Wake up, Hylas.  The Scylla is going to eat you,” said Thoősa, then returned to her relentless chant.  “Listen, Scylla!  Your sister Sullah sent a message to Scylla.  Listen, Scylla!  Don’t you want to hear what your silly sister Sullah says?” 

   Inside the cave, the Scylla transferred the carcase of the harpy to her true mouth, and struggled with the meaning of words.  After living so long alone, she found words harder to digest than flesh.  Sullah.  Scylla.  Sullah your sister…  listen Scylla… your silly sister Sullah, Scylla….

 

-

Typhon pelted the cliff face with foul mouthfuls of flame, singeing the sheep that hung captive outside the Scylla’s cave.  The sheep, which had swung there, docile and wide-eyed till that moment, felt its fleece char and began to struggle.   The Scylla banged it against the cliff.  Meanwhile, the venom of the snakebites was muddling her brain with other messages: paralysis and pain.  She fumbled her grip on Stheno who – had she really thought her plan through? – fell headlong and screaming into the sea below.

 

But the falling gorgon did not dislodge another figure spread-eagled against the cliff-face, doggedly climbing: the Lamia was clambering upwards, upwards towards the cave.  Instinct was dragging her there.  Her massive, muscular tail found grip where fingers never could have.  Rags of her bridal dress snagged in crannies here and there, like snow blow.

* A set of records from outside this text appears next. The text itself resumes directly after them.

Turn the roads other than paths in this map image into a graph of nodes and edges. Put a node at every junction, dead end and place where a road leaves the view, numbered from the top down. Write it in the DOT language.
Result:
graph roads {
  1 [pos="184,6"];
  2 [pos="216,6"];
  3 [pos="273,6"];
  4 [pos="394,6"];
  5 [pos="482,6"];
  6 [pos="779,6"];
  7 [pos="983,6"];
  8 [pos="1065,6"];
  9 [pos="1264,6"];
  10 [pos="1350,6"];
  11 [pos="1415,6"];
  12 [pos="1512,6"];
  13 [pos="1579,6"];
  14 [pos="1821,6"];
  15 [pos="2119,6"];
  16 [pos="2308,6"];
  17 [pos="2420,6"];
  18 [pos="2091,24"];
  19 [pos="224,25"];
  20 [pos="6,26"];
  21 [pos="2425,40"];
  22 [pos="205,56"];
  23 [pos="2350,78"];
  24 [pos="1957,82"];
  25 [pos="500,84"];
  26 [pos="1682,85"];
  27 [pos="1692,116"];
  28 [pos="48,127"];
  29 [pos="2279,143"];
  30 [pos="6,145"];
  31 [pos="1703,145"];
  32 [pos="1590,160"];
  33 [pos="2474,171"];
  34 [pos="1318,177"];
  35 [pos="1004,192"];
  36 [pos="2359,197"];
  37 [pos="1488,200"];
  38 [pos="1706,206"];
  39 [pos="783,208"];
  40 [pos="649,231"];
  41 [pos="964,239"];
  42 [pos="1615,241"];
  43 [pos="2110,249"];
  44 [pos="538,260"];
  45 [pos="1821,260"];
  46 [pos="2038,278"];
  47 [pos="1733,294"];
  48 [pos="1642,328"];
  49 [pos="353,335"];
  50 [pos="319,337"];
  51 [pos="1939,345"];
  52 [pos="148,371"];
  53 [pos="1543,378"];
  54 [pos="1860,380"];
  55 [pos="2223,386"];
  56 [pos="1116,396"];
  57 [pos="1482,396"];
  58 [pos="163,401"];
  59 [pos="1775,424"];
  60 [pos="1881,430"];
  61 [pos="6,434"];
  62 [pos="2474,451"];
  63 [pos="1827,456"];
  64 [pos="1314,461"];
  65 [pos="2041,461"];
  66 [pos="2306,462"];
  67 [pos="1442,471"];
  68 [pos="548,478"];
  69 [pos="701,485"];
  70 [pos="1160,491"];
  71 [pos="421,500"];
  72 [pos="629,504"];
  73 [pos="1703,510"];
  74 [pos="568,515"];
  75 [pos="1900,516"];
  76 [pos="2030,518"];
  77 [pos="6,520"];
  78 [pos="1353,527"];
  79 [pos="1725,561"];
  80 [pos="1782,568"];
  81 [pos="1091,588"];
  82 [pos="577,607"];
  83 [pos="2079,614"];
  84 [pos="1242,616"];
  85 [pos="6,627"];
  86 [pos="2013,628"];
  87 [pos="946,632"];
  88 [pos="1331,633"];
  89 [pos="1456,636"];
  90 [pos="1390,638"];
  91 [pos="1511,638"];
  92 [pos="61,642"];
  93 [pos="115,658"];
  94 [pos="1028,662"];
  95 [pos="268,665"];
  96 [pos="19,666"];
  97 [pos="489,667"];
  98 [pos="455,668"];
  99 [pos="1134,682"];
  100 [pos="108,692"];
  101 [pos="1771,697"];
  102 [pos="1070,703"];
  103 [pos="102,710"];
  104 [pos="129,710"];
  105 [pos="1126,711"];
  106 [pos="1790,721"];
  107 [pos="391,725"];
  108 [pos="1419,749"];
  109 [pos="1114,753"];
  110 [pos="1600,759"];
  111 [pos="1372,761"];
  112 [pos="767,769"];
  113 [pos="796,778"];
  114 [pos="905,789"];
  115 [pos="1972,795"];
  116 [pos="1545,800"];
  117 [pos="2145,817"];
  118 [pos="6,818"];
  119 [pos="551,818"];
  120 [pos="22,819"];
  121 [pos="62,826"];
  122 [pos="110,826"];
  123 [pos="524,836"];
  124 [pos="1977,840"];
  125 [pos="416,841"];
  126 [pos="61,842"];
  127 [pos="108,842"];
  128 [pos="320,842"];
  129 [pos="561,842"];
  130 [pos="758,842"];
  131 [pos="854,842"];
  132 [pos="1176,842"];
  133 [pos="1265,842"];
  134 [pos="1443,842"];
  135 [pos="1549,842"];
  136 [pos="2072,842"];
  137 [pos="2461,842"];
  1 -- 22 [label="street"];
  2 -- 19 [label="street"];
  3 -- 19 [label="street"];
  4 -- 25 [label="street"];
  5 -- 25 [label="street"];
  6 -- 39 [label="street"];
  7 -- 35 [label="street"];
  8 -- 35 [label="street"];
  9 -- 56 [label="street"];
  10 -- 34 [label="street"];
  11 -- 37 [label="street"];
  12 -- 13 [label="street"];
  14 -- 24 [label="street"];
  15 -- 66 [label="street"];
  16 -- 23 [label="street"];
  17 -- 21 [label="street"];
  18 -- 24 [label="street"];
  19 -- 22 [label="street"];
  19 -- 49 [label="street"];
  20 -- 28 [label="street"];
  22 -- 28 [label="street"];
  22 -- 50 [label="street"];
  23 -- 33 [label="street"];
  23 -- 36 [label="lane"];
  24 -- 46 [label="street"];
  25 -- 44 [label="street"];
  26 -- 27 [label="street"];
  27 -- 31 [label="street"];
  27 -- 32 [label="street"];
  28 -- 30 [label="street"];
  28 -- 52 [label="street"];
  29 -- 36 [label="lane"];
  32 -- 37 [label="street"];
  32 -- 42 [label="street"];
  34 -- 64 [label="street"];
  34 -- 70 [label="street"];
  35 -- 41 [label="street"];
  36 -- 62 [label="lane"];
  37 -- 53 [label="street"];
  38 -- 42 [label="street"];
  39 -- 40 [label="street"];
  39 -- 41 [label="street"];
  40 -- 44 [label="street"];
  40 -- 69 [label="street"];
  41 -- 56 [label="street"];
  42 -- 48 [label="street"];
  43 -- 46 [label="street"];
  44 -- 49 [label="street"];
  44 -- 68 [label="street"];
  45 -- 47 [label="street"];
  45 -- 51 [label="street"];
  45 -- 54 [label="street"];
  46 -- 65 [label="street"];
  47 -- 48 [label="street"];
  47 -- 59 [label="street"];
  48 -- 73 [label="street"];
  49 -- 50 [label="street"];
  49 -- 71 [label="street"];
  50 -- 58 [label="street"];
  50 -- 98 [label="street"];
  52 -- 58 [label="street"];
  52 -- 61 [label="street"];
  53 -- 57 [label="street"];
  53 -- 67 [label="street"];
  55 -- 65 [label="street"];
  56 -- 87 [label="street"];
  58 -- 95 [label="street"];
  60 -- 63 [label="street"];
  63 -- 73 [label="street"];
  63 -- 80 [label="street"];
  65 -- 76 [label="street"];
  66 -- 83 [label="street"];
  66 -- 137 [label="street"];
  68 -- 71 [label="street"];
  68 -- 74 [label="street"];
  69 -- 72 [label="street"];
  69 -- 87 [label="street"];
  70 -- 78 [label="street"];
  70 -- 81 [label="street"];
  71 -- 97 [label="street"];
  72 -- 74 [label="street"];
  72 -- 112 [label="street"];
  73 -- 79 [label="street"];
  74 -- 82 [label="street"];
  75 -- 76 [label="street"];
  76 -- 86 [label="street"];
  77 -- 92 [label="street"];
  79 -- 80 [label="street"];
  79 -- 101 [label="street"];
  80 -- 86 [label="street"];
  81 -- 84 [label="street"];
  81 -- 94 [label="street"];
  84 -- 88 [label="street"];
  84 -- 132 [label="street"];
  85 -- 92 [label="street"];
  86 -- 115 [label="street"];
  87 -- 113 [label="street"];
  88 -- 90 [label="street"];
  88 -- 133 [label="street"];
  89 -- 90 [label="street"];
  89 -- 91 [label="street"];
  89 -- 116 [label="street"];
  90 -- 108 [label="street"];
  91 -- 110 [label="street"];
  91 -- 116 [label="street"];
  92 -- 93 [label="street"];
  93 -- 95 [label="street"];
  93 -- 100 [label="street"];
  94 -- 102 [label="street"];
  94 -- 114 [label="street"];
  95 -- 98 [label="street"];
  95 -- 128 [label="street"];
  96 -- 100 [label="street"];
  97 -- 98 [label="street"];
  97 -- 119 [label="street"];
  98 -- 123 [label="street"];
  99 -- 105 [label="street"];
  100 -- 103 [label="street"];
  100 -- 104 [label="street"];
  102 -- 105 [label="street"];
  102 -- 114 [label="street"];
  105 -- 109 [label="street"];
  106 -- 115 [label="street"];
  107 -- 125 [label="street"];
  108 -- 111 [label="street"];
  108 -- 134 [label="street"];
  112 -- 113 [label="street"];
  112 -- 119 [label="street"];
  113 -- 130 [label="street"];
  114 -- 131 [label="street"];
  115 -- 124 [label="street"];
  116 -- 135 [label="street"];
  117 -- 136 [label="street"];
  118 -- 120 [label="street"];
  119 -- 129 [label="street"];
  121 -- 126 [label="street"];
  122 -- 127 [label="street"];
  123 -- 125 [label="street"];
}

   Thoősa, meanwhile, kept up her insistent mantra: “Salutations, Scylla, from your sister Sullah!  She stayed behind in Monstro – in Arima – underground.  She was scared, do you see?  Too scared to come with us.  She likes to stay secret, inside.  Hidden.  Like you, Scylla.  Sullah sends her kisses, Scylla…”

 

Inside the Scylla’s head, the words seethed and surged, like the soft sibilance of the sea.  Hard to tell the difference.  Sullah     sister     wishes     kisses.  Her jaws ground on the dead harpy.  Her tendrils wrung her prisoners white.  But she did not swallow.  The mention of her sister had filled her throat with a lumpy sorrow that made it hard to eat.  An unexpected figure wormed its way into view over the sill of the cave and between the legs of the captives.   Scylla’s bulbous skull tilted quizzically.

 

   “Daughter mine!” cried the Lamia.